--- WHAT THE EXERCISE ASKS ---
Without the images, reproduce every entry exactly.

====== AVAILABLE RECORDS

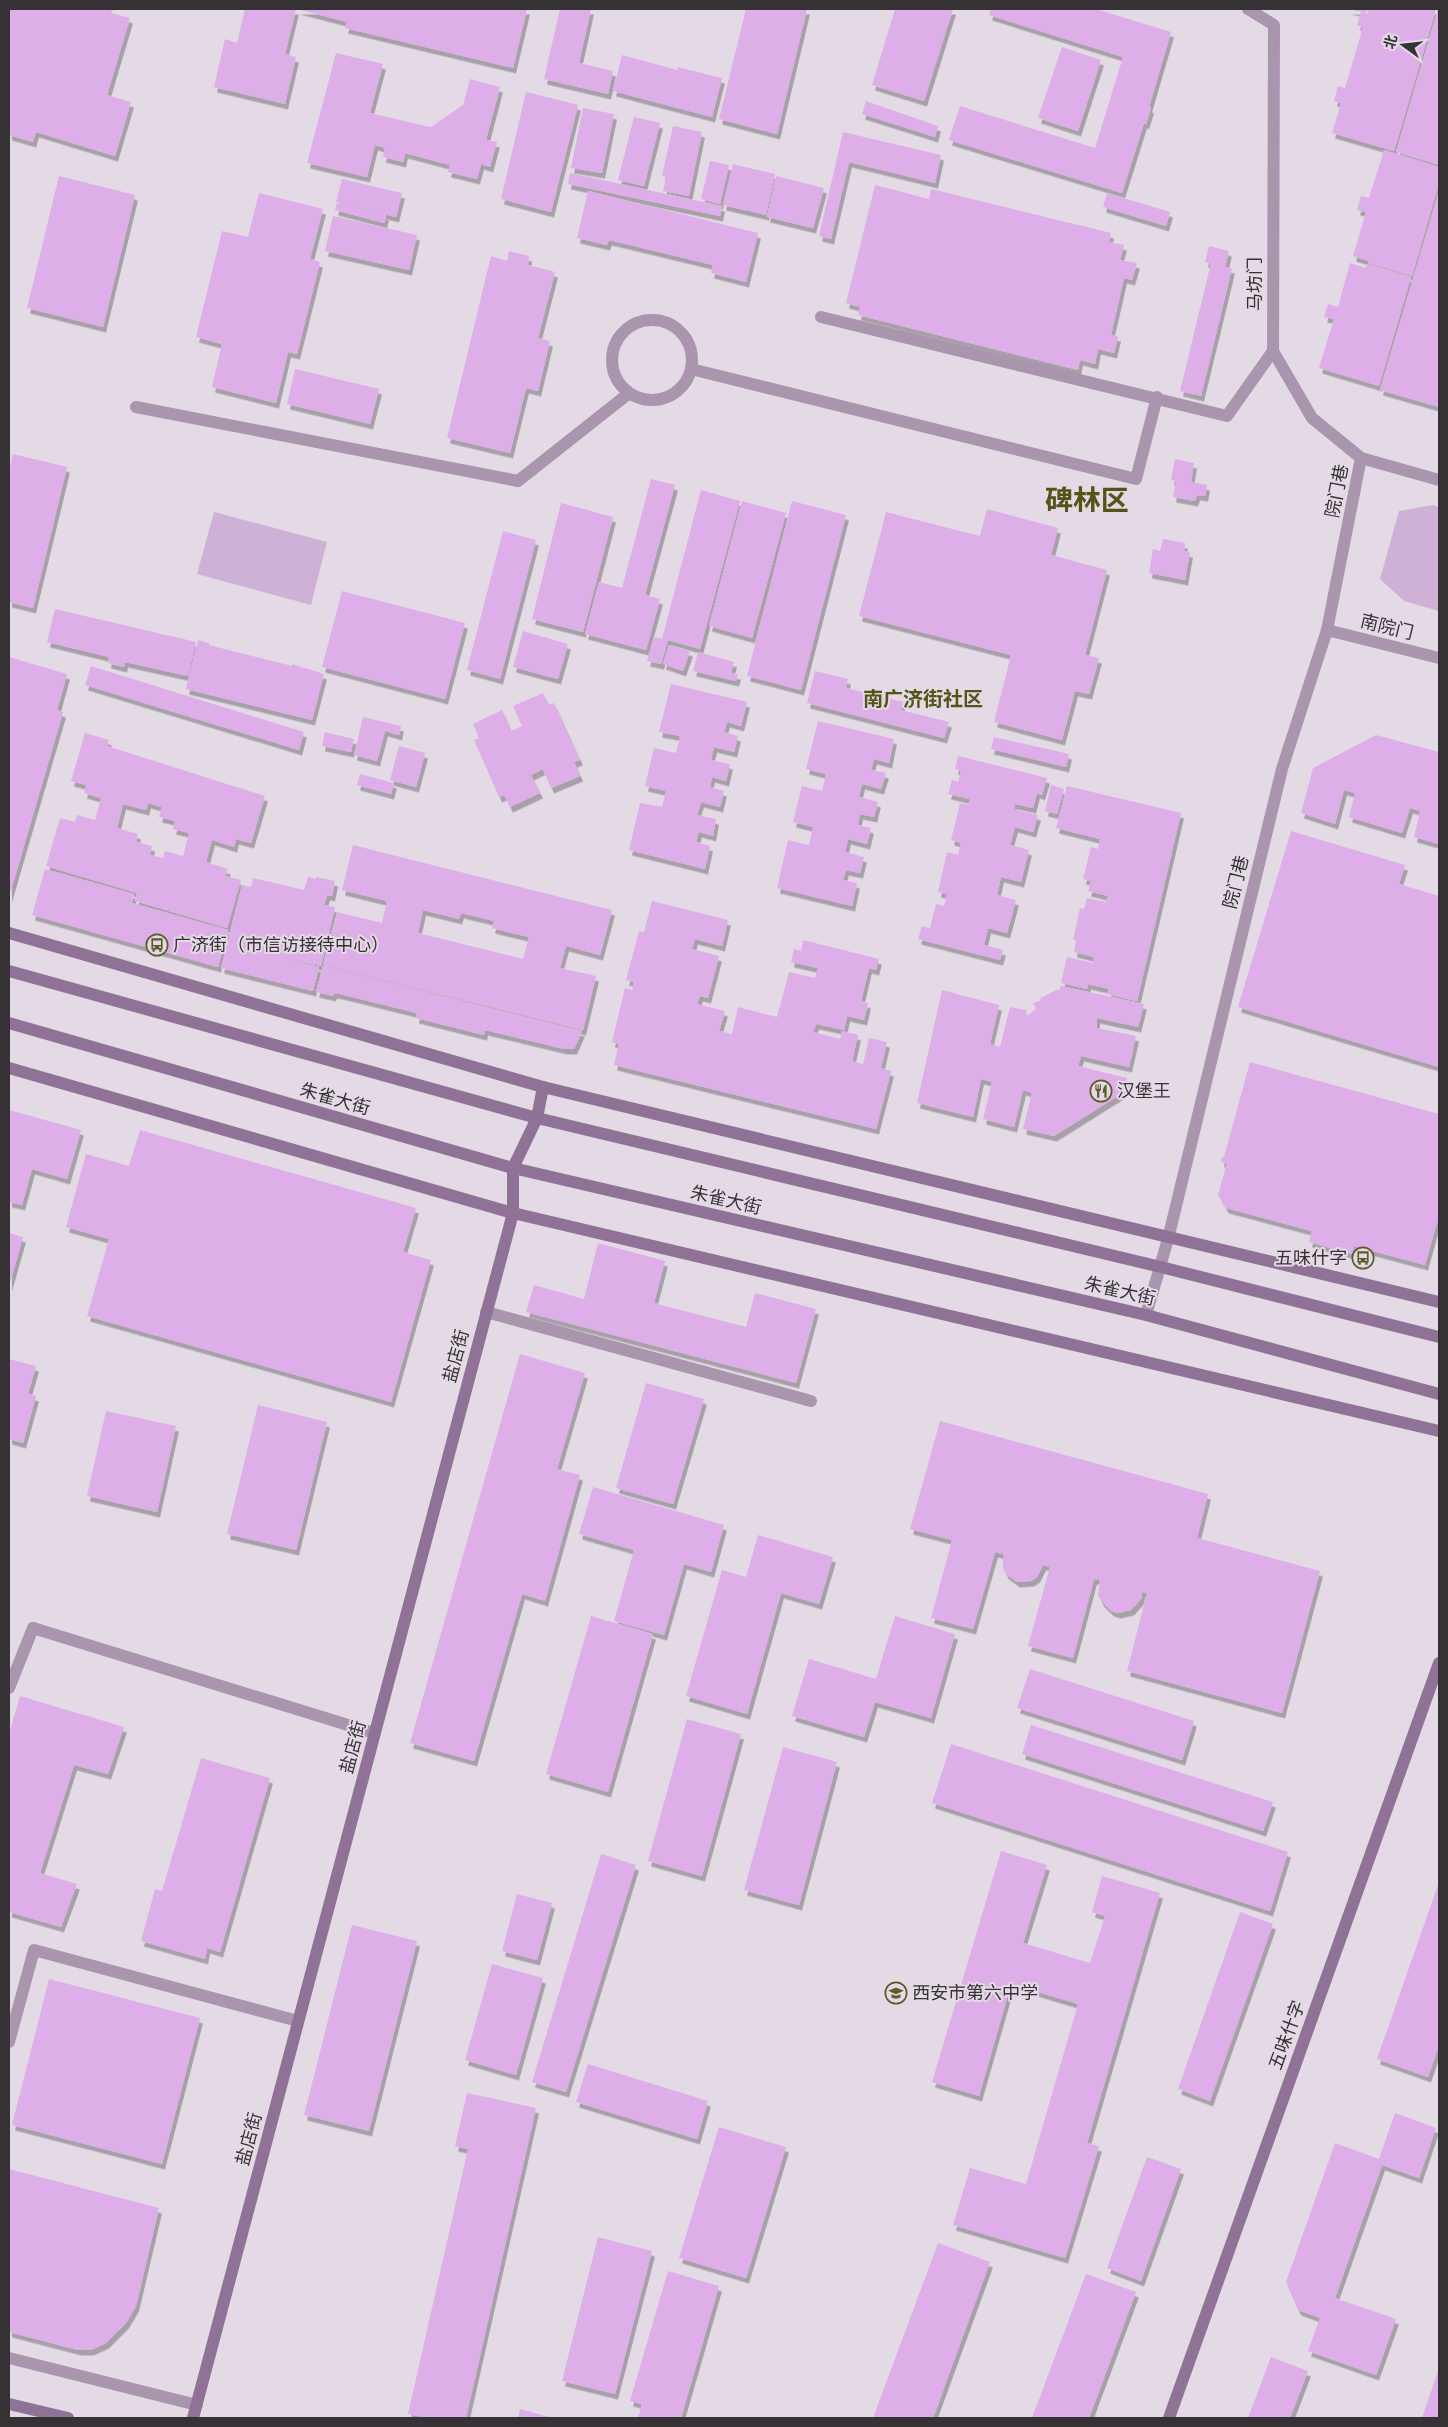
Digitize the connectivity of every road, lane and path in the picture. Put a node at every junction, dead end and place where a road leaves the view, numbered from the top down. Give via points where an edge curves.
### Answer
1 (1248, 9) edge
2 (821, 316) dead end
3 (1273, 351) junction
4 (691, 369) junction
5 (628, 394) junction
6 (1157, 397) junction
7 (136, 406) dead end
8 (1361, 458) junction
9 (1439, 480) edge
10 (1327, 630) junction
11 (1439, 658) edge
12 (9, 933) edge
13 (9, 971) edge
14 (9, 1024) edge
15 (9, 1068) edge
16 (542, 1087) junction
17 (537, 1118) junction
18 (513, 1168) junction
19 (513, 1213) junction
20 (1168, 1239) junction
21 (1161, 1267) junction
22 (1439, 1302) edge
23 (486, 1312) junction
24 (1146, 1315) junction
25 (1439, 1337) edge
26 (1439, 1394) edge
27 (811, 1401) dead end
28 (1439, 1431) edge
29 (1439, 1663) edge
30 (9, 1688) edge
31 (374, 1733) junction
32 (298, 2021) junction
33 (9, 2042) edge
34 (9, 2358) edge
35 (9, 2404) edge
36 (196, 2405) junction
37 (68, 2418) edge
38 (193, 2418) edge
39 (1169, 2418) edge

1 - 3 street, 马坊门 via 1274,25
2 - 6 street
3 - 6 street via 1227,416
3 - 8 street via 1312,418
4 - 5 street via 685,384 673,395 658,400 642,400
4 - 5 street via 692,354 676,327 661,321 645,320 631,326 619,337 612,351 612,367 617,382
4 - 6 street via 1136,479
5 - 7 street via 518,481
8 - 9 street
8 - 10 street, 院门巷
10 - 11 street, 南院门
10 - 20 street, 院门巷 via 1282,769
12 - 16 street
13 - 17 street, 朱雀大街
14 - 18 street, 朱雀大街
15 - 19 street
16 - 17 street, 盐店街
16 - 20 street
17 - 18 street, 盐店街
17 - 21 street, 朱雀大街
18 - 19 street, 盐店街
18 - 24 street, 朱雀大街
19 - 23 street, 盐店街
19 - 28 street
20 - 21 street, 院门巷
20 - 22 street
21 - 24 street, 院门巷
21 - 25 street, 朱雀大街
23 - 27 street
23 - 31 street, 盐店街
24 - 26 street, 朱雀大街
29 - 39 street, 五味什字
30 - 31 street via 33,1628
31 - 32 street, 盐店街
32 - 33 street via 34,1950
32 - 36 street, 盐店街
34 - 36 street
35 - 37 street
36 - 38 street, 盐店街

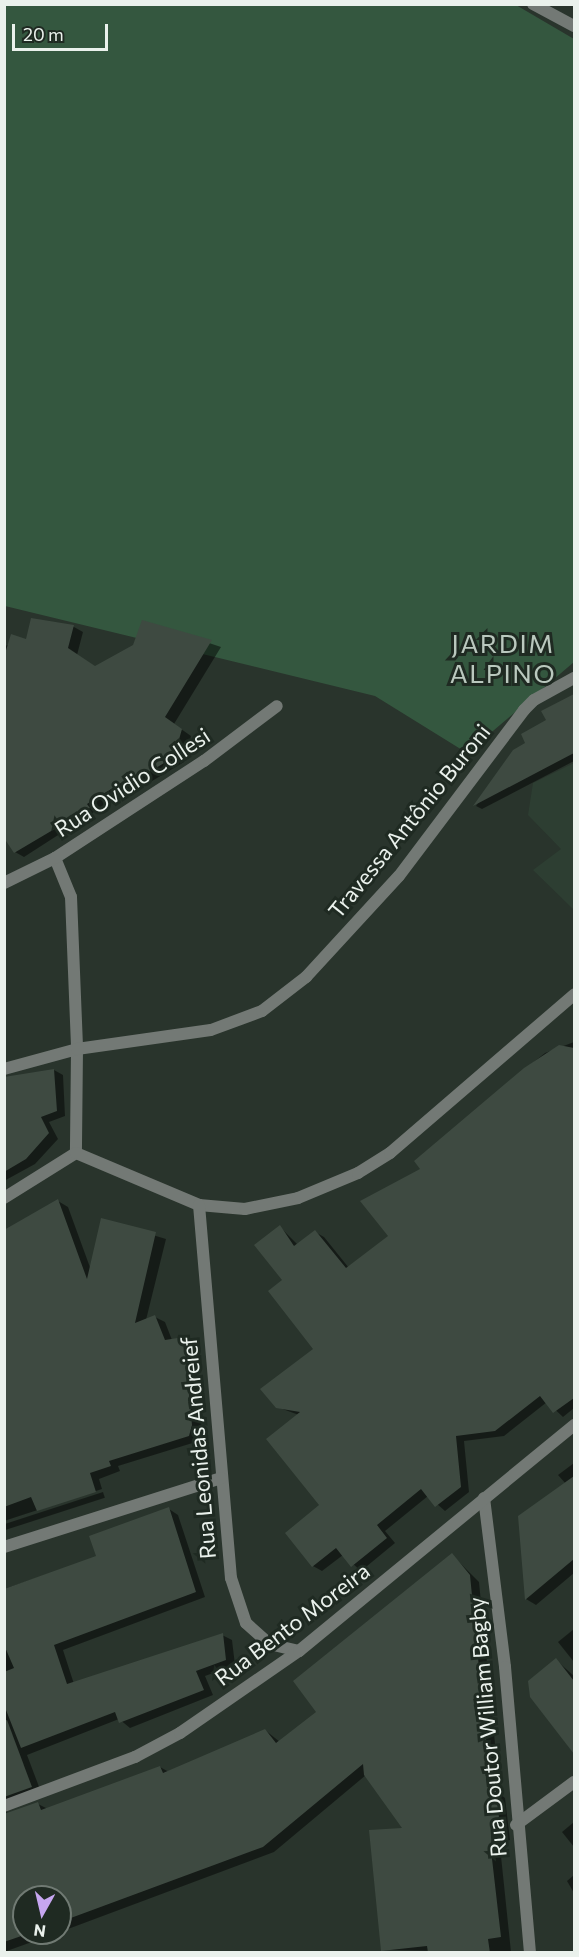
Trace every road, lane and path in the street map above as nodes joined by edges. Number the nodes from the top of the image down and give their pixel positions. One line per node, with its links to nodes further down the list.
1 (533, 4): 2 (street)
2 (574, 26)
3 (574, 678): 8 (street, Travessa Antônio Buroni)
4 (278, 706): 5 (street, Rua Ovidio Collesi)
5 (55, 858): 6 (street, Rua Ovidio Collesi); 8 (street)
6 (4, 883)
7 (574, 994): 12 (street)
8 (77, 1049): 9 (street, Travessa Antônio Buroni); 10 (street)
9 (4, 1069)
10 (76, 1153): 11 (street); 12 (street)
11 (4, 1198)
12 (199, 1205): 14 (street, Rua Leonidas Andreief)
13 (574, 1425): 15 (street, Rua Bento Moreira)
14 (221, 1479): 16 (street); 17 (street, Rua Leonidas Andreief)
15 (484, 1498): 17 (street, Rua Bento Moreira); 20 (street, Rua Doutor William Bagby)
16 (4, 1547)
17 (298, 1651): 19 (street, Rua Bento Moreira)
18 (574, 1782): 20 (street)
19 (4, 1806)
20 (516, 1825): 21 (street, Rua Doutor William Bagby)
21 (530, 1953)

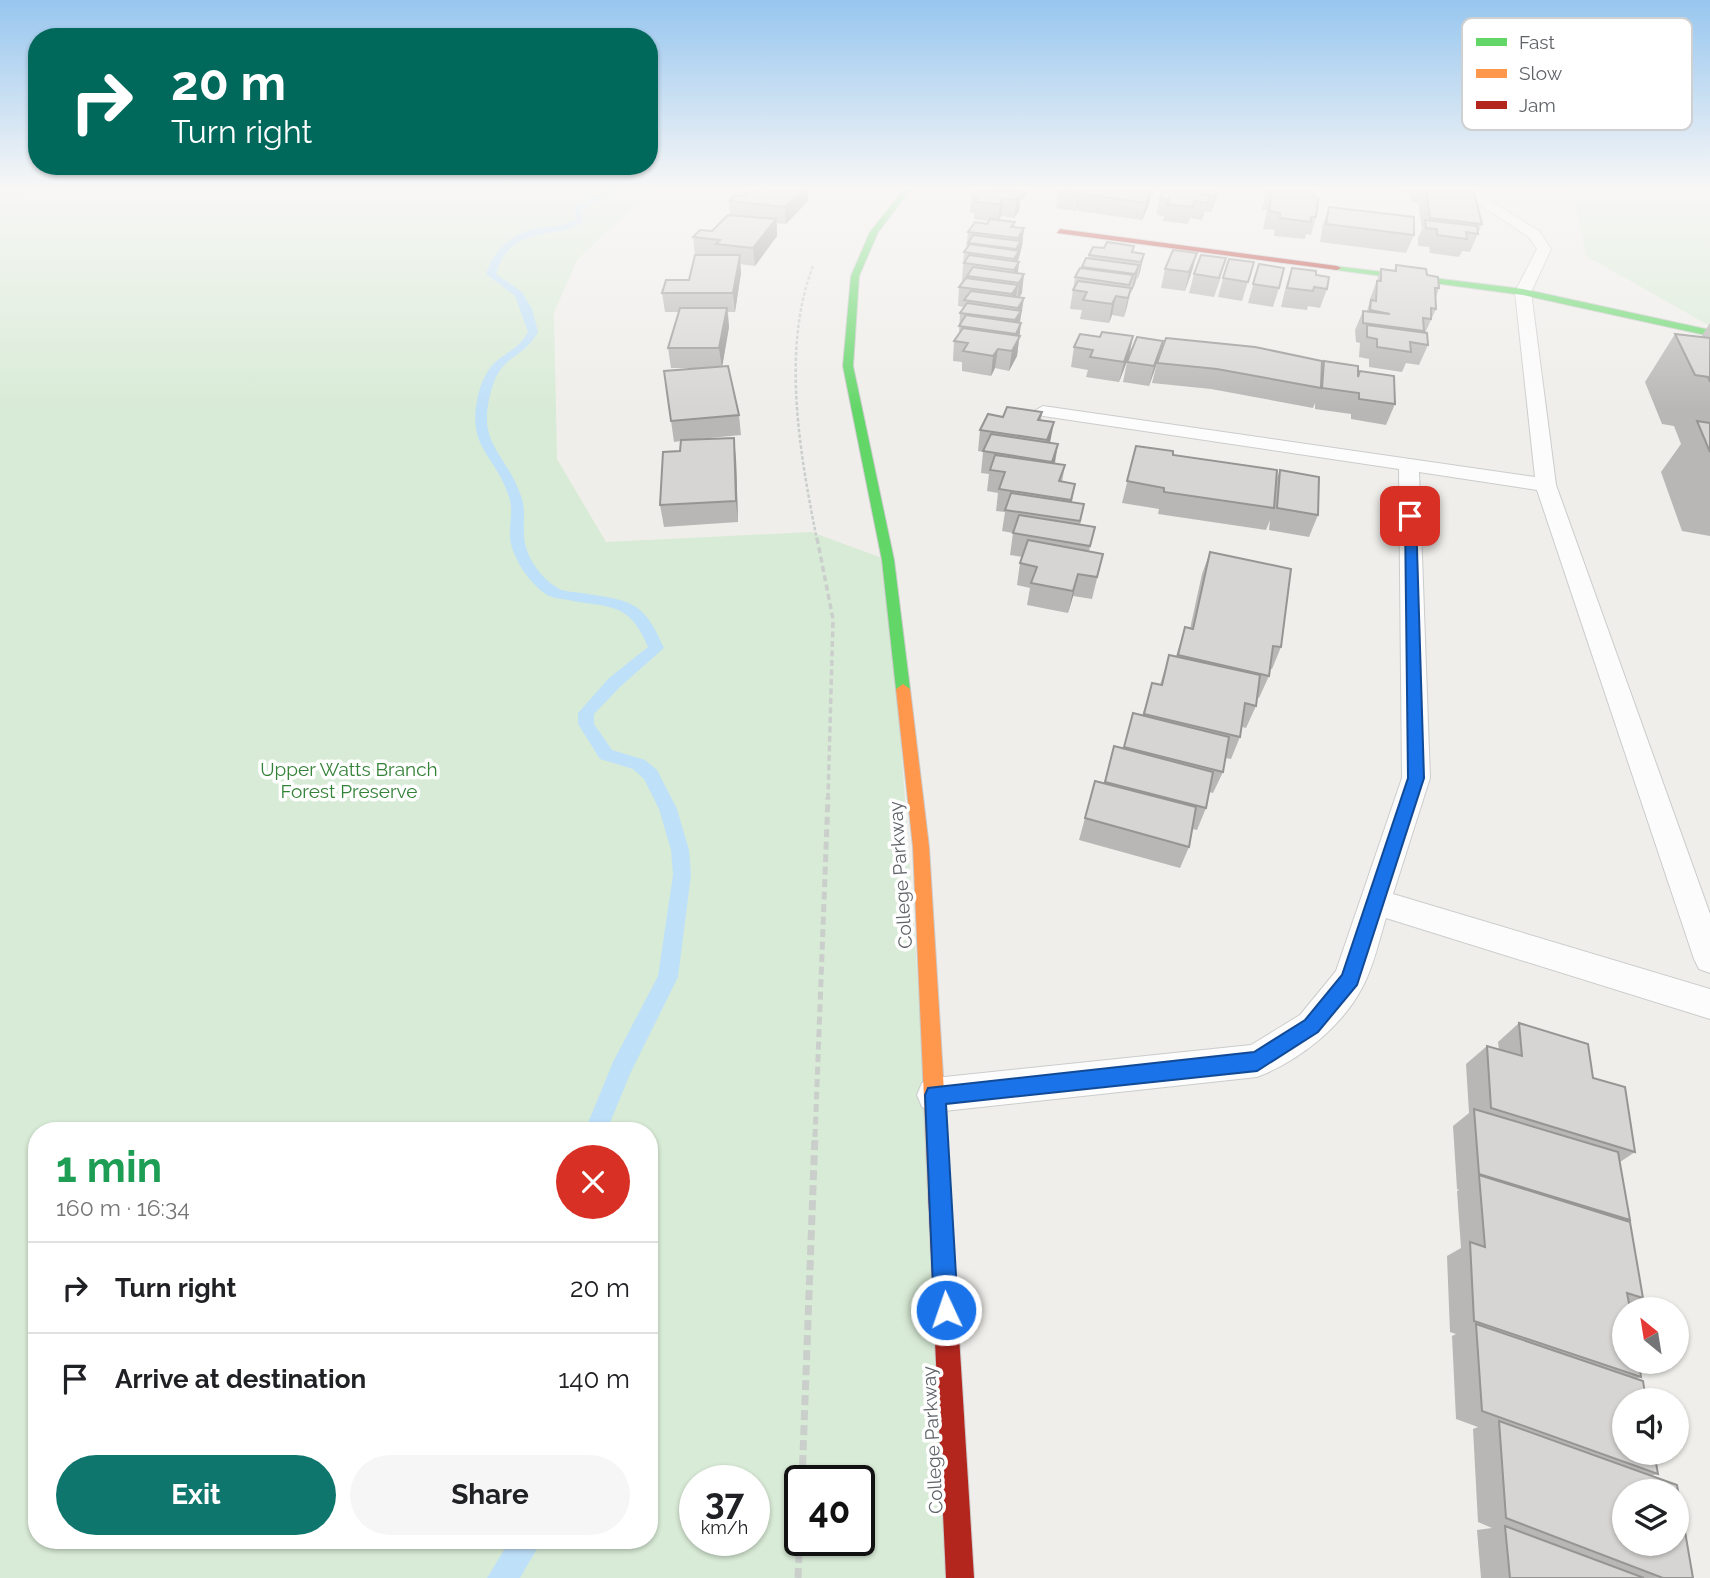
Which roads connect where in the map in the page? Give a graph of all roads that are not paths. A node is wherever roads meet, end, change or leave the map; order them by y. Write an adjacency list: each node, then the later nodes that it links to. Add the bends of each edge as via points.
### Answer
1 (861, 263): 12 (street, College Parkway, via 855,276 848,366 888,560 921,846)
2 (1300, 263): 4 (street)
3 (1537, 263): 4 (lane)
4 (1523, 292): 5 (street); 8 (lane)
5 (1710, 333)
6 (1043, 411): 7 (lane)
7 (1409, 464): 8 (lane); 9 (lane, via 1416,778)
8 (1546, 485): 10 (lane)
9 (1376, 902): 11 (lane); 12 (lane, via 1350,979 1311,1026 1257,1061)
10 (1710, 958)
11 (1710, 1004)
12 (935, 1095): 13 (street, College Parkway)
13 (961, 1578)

============

--- ANSWER TO THIS PROBLEM ---
Digitize the connectivity of every road, lane and path in the picture. Put a node at every junction, dead end and place where a road leaves the view, numbered from the top down. Give via points where an edge curves.
### Answer
1 (1248, 9) edge
2 (821, 316) dead end
3 (1273, 351) junction
4 (691, 369) junction
5 (628, 394) junction
6 (1157, 397) junction
7 (136, 406) dead end
8 (1361, 458) junction
9 (1439, 480) edge
10 (1327, 630) junction
11 (1439, 658) edge
12 (9, 933) edge
13 (9, 971) edge
14 (9, 1024) edge
15 (9, 1068) edge
16 (542, 1087) junction
17 (537, 1118) junction
18 (513, 1168) junction
19 (513, 1213) junction
20 (1168, 1239) junction
21 (1161, 1267) junction
22 (1439, 1302) edge
23 (486, 1312) junction
24 (1146, 1315) junction
25 (1439, 1337) edge
26 (1439, 1394) edge
27 (811, 1401) dead end
28 (1439, 1431) edge
29 (1439, 1663) edge
30 (9, 1688) edge
31 (374, 1733) junction
32 (298, 2021) junction
33 (9, 2042) edge
34 (9, 2358) edge
35 (9, 2404) edge
36 (196, 2405) junction
37 (68, 2418) edge
38 (193, 2418) edge
39 (1169, 2418) edge

1 - 3 street, 马坊门 via 1274,25
2 - 6 street
3 - 6 street via 1227,416
3 - 8 street via 1312,418
4 - 5 street via 685,384 673,395 658,400 642,400
4 - 5 street via 692,354 676,327 661,321 645,320 631,326 619,337 612,351 612,367 617,382
4 - 6 street via 1136,479
5 - 7 street via 518,481
8 - 9 street
8 - 10 street, 院门巷
10 - 11 street, 南院门
10 - 20 street, 院门巷 via 1282,769
12 - 16 street
13 - 17 street, 朱雀大街
14 - 18 street, 朱雀大街
15 - 19 street
16 - 17 street, 盐店街
16 - 20 street
17 - 18 street, 盐店街
17 - 21 street, 朱雀大街
18 - 19 street, 盐店街
18 - 24 street, 朱雀大街
19 - 23 street, 盐店街
19 - 28 street
20 - 21 street, 院门巷
20 - 22 street
21 - 24 street, 院门巷
21 - 25 street, 朱雀大街
23 - 27 street
23 - 31 street, 盐店街
24 - 26 street, 朱雀大街
29 - 39 street, 五味什字
30 - 31 street via 33,1628
31 - 32 street, 盐店街
32 - 33 street via 34,1950
32 - 36 street, 盐店街
34 - 36 street
35 - 37 street
36 - 38 street, 盐店街

Trace every road, lane and path in the street map above as nodes joined by edges. Number the nodes from the top of the image down and give their pixel positions. One line per node, with its links to nodes further down the list.
1 (533, 4): 2 (street)
2 (574, 26)
3 (574, 678): 8 (street, Travessa Antônio Buroni)
4 (278, 706): 5 (street, Rua Ovidio Collesi)
5 (55, 858): 6 (street, Rua Ovidio Collesi); 8 (street)
6 (4, 883)
7 (574, 994): 12 (street)
8 (77, 1049): 9 (street, Travessa Antônio Buroni); 10 (street)
9 (4, 1069)
10 (76, 1153): 11 (street); 12 (street)
11 (4, 1198)
12 (199, 1205): 14 (street, Rua Leonidas Andreief)
13 (574, 1425): 15 (street, Rua Bento Moreira)
14 (221, 1479): 16 (street); 17 (street, Rua Leonidas Andreief)
15 (484, 1498): 17 (street, Rua Bento Moreira); 20 (street, Rua Doutor William Bagby)
16 (4, 1547)
17 (298, 1651): 19 (street, Rua Bento Moreira)
18 (574, 1782): 20 (street)
19 (4, 1806)
20 (516, 1825): 21 (street, Rua Doutor William Bagby)
21 (530, 1953)

Which roads connect where in the map in the page? Give a graph of all roads that are not paths. A node is wherever roads meet, end, change or leave the map; order them by y. Write an adjacency list: each node, then the later nodes that it links to. Add the bends of each edge as via points.
### Answer
1 (861, 263): 12 (street, College Parkway, via 855,276 848,366 888,560 921,846)
2 (1300, 263): 4 (street)
3 (1537, 263): 4 (lane)
4 (1523, 292): 5 (street); 8 (lane)
5 (1710, 333)
6 (1043, 411): 7 (lane)
7 (1409, 464): 8 (lane); 9 (lane, via 1416,778)
8 (1546, 485): 10 (lane)
9 (1376, 902): 11 (lane); 12 (lane, via 1350,979 1311,1026 1257,1061)
10 (1710, 958)
11 (1710, 1004)
12 (935, 1095): 13 (street, College Parkway)
13 (961, 1578)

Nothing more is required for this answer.